WHAT YOU ARE ASKED TO DO:
The listing that follows is to be repeated exactly.

DATA SHOWN:
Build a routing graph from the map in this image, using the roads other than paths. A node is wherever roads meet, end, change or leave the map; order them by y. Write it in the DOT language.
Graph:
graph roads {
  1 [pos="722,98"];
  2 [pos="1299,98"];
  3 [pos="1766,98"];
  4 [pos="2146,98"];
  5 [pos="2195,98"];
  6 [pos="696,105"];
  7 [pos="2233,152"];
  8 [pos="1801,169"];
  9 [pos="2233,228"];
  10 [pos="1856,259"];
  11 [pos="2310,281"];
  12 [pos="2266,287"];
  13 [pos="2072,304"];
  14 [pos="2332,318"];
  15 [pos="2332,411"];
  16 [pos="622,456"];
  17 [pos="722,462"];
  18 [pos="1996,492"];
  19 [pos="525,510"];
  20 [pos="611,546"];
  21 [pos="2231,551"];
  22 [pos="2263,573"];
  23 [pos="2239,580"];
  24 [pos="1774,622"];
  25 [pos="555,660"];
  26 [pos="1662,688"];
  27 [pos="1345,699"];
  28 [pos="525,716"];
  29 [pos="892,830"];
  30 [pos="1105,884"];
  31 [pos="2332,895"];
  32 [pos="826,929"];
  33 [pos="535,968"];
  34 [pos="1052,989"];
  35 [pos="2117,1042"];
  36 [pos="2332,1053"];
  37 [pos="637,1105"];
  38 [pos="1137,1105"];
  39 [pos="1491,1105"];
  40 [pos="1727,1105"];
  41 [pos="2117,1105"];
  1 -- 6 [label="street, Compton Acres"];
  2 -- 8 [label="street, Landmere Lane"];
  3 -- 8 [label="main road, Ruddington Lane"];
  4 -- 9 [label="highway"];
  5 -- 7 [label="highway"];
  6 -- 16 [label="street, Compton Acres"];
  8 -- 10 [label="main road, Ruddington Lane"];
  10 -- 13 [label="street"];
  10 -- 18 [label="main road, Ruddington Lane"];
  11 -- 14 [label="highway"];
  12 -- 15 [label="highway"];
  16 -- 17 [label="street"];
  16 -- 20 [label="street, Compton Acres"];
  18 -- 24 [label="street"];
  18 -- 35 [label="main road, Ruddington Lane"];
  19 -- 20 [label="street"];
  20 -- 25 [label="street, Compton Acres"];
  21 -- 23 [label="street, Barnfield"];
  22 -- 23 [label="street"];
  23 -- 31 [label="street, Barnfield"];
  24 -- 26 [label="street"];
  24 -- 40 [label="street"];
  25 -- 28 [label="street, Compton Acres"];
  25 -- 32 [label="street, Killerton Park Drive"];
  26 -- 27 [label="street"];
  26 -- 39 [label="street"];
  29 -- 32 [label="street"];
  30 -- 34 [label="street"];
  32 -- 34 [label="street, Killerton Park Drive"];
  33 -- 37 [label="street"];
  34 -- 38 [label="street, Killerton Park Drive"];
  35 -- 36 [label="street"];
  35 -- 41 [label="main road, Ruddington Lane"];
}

PROBLEM SOLUTION:
Build a routing graph from the map in this image, using the roads other than paths. A node is wherever roads meet, end, change or leave the map; order them by y. Write it in the DOT language.
Graph:
graph roads {
  1 [pos="722,98"];
  2 [pos="1299,98"];
  3 [pos="1766,98"];
  4 [pos="2146,98"];
  5 [pos="2195,98"];
  6 [pos="696,105"];
  7 [pos="2233,152"];
  8 [pos="1801,169"];
  9 [pos="2233,228"];
  10 [pos="1856,259"];
  11 [pos="2310,281"];
  12 [pos="2266,287"];
  13 [pos="2072,304"];
  14 [pos="2332,318"];
  15 [pos="2332,411"];
  16 [pos="622,456"];
  17 [pos="722,462"];
  18 [pos="1996,492"];
  19 [pos="525,510"];
  20 [pos="611,546"];
  21 [pos="2231,551"];
  22 [pos="2263,573"];
  23 [pos="2239,580"];
  24 [pos="1774,622"];
  25 [pos="555,660"];
  26 [pos="1662,688"];
  27 [pos="1345,699"];
  28 [pos="525,716"];
  29 [pos="892,830"];
  30 [pos="1105,884"];
  31 [pos="2332,895"];
  32 [pos="826,929"];
  33 [pos="535,968"];
  34 [pos="1052,989"];
  35 [pos="2117,1042"];
  36 [pos="2332,1053"];
  37 [pos="637,1105"];
  38 [pos="1137,1105"];
  39 [pos="1491,1105"];
  40 [pos="1727,1105"];
  41 [pos="2117,1105"];
  1 -- 6 [label="street, Compton Acres"];
  2 -- 8 [label="street, Landmere Lane"];
  3 -- 8 [label="main road, Ruddington Lane"];
  4 -- 9 [label="highway"];
  5 -- 7 [label="highway"];
  6 -- 16 [label="street, Compton Acres"];
  8 -- 10 [label="main road, Ruddington Lane"];
  10 -- 13 [label="street"];
  10 -- 18 [label="main road, Ruddington Lane"];
  11 -- 14 [label="highway"];
  12 -- 15 [label="highway"];
  16 -- 17 [label="street"];
  16 -- 20 [label="street, Compton Acres"];
  18 -- 24 [label="street"];
  18 -- 35 [label="main road, Ruddington Lane"];
  19 -- 20 [label="street"];
  20 -- 25 [label="street, Compton Acres"];
  21 -- 23 [label="street, Barnfield"];
  22 -- 23 [label="street"];
  23 -- 31 [label="street, Barnfield"];
  24 -- 26 [label="street"];
  24 -- 40 [label="street"];
  25 -- 28 [label="street, Compton Acres"];
  25 -- 32 [label="street, Killerton Park Drive"];
  26 -- 27 [label="street"];
  26 -- 39 [label="street"];
  29 -- 32 [label="street"];
  30 -- 34 [label="street"];
  32 -- 34 [label="street, Killerton Park Drive"];
  33 -- 37 [label="street"];
  34 -- 38 [label="street, Killerton Park Drive"];
  35 -- 36 [label="street"];
  35 -- 41 [label="main road, Ruddington Lane"];
}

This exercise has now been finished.